### Exercise directions
Those lines of the data that hold the word "function" are to be copied out.

*** Data section ***

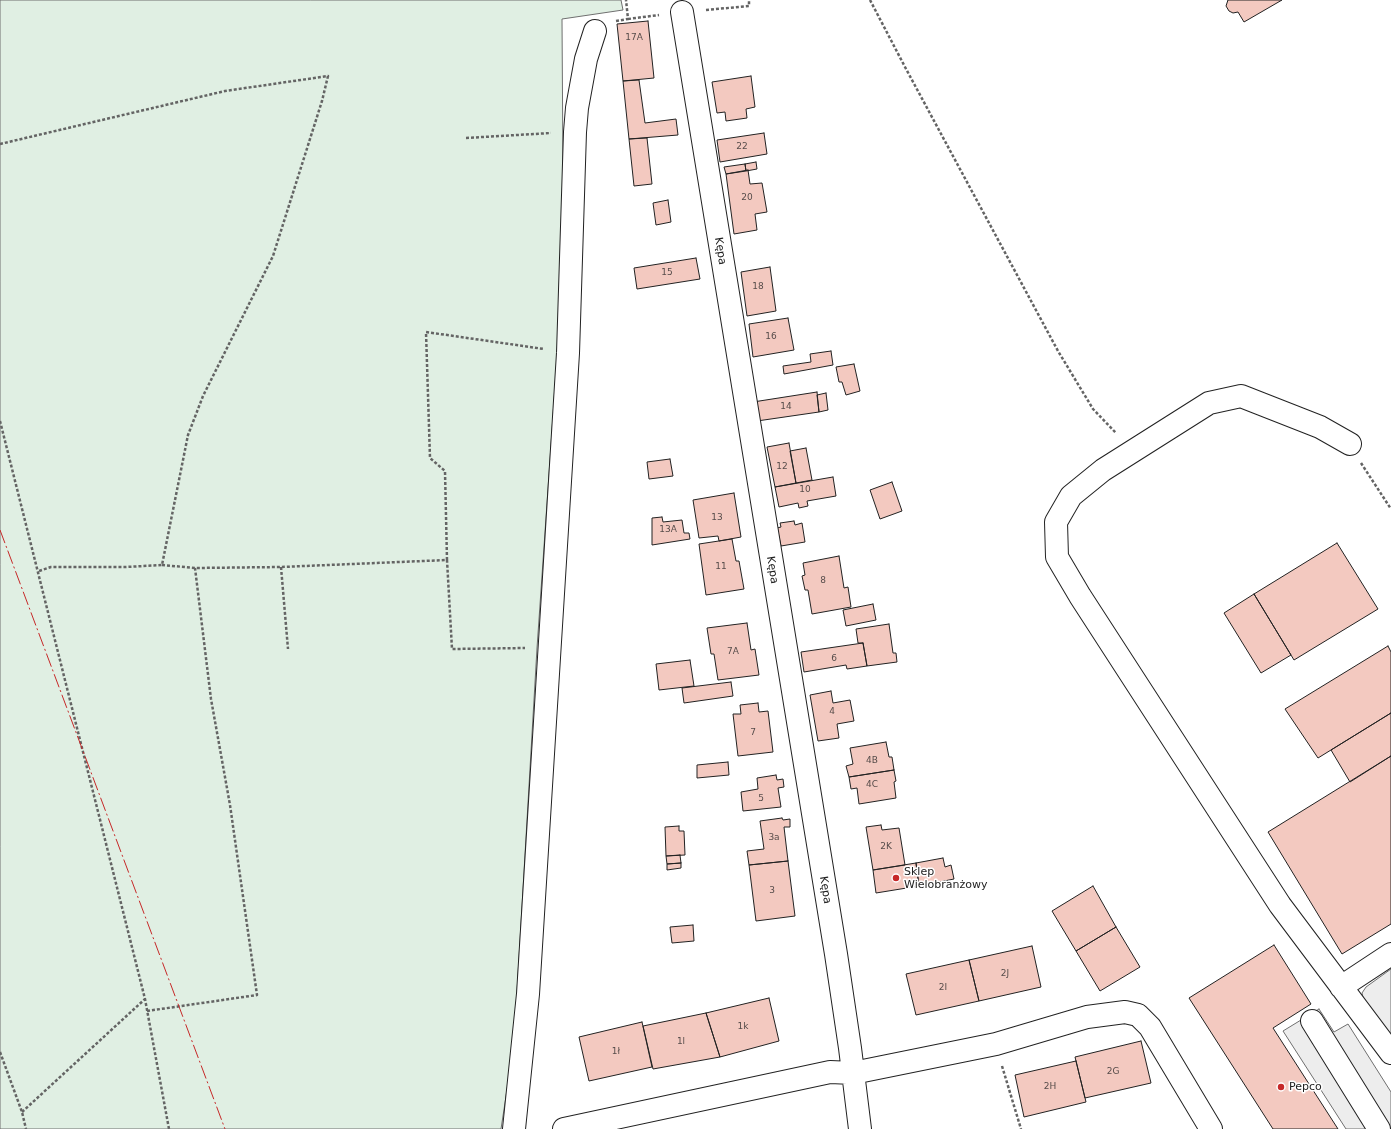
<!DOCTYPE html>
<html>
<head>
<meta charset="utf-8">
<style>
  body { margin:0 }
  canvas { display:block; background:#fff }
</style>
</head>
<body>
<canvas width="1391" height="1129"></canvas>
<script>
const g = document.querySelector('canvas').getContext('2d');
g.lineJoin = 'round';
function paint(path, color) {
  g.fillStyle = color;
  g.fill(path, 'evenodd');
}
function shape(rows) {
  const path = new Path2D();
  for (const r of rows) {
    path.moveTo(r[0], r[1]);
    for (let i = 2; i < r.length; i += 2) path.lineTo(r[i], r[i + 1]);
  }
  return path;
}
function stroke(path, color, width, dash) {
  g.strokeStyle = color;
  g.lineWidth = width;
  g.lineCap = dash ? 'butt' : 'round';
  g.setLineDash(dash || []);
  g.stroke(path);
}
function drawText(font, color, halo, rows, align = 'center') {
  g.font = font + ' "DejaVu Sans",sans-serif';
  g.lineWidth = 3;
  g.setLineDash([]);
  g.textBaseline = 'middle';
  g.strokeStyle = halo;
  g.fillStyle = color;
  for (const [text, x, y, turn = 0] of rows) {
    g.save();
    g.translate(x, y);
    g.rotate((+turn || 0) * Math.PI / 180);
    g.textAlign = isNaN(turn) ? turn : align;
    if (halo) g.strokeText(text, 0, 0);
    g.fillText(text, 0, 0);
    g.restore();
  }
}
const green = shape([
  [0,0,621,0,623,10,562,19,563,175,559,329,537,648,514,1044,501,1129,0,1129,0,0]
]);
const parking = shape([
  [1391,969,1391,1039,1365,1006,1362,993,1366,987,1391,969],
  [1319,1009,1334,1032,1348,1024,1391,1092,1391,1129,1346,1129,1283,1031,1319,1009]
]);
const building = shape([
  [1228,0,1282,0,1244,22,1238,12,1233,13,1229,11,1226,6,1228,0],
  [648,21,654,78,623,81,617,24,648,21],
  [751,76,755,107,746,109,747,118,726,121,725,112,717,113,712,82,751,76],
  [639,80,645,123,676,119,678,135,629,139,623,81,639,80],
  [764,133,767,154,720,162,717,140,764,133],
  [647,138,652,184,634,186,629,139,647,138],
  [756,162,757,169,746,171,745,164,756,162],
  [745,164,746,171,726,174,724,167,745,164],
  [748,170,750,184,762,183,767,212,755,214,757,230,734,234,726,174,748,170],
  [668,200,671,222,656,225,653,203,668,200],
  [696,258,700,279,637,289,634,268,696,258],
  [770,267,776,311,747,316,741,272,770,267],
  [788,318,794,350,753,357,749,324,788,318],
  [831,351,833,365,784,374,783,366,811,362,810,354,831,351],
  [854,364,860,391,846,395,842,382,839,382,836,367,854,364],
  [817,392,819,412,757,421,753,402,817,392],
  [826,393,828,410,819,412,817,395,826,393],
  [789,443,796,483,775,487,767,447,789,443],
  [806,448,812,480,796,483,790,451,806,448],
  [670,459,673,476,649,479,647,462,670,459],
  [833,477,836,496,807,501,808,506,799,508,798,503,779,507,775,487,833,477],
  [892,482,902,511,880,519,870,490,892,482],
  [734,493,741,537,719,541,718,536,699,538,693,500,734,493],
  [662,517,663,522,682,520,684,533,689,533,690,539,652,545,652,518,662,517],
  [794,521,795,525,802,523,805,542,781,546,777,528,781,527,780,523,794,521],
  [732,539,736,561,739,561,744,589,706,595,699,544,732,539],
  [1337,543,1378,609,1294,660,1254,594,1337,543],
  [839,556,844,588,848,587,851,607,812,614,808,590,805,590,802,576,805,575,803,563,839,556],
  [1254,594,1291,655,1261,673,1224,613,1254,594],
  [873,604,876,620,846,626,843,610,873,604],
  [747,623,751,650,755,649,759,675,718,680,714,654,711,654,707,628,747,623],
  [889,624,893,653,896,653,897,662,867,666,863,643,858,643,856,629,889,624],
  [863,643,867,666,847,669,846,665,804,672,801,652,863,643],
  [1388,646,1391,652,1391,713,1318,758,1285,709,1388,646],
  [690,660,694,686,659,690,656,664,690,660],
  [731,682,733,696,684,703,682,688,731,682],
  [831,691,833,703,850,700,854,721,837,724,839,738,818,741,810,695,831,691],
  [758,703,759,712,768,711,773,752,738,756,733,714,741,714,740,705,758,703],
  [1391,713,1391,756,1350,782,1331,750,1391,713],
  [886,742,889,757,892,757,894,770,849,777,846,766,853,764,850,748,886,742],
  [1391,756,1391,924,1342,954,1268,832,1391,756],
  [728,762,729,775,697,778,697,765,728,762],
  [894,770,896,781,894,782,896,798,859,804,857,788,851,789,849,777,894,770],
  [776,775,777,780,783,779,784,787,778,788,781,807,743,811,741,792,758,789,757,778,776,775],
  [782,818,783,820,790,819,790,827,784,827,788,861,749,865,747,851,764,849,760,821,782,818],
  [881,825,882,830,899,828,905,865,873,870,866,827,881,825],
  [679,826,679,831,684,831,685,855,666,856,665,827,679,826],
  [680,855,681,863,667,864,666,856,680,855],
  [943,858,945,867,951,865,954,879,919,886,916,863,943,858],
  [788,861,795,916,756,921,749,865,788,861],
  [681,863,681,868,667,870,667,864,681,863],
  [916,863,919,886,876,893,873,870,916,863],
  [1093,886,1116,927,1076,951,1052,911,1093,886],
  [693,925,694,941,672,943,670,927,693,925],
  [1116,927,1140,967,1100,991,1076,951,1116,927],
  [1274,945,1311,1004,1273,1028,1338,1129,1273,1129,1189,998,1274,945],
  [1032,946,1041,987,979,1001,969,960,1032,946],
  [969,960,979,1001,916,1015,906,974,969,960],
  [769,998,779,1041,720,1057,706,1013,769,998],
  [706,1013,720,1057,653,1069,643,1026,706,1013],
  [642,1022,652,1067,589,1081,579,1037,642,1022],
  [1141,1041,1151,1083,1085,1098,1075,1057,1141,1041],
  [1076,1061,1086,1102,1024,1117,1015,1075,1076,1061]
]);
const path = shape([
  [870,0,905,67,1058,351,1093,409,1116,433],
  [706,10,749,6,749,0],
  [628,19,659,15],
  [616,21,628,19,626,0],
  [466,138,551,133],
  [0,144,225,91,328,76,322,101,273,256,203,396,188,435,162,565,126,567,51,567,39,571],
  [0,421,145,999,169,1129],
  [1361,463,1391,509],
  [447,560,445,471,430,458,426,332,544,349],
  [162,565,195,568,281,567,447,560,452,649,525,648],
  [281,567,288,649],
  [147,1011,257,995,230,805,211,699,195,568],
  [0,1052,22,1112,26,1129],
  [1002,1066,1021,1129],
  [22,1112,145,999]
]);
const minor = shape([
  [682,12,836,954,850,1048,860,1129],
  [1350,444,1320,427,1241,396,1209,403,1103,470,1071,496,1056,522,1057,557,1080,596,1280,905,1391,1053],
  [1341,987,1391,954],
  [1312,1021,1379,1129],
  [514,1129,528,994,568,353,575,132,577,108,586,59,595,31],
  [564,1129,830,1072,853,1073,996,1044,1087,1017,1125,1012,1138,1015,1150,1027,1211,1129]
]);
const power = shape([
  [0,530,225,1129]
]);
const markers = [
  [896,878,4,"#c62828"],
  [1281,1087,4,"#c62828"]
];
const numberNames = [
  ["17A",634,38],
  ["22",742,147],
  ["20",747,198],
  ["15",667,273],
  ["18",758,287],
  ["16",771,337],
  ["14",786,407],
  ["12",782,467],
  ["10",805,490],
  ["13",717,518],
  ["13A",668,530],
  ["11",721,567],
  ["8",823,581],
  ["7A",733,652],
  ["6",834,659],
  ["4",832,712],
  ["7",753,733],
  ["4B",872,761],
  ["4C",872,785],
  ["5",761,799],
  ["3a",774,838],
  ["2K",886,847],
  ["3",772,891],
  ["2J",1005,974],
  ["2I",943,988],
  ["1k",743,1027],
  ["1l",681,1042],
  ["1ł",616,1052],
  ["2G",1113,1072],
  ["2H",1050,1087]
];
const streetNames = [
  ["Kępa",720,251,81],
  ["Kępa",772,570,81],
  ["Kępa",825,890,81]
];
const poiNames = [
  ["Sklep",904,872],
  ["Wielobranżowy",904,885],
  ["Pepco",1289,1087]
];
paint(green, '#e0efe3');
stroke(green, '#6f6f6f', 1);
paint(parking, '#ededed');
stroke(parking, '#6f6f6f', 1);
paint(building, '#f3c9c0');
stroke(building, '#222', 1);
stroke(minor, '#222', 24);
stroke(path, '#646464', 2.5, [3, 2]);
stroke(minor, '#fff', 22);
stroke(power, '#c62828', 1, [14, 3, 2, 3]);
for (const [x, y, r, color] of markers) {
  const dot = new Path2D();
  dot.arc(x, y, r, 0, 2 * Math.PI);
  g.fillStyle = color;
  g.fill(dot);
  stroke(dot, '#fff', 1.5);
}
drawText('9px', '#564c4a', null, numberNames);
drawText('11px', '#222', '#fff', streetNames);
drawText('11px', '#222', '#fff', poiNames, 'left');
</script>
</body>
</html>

***

### Solution to this task
function paint(path, color) {
function shape(rows) {
function stroke(path, color, width, dash) {
function drawText(font, color, halo, rows, align = 'center') {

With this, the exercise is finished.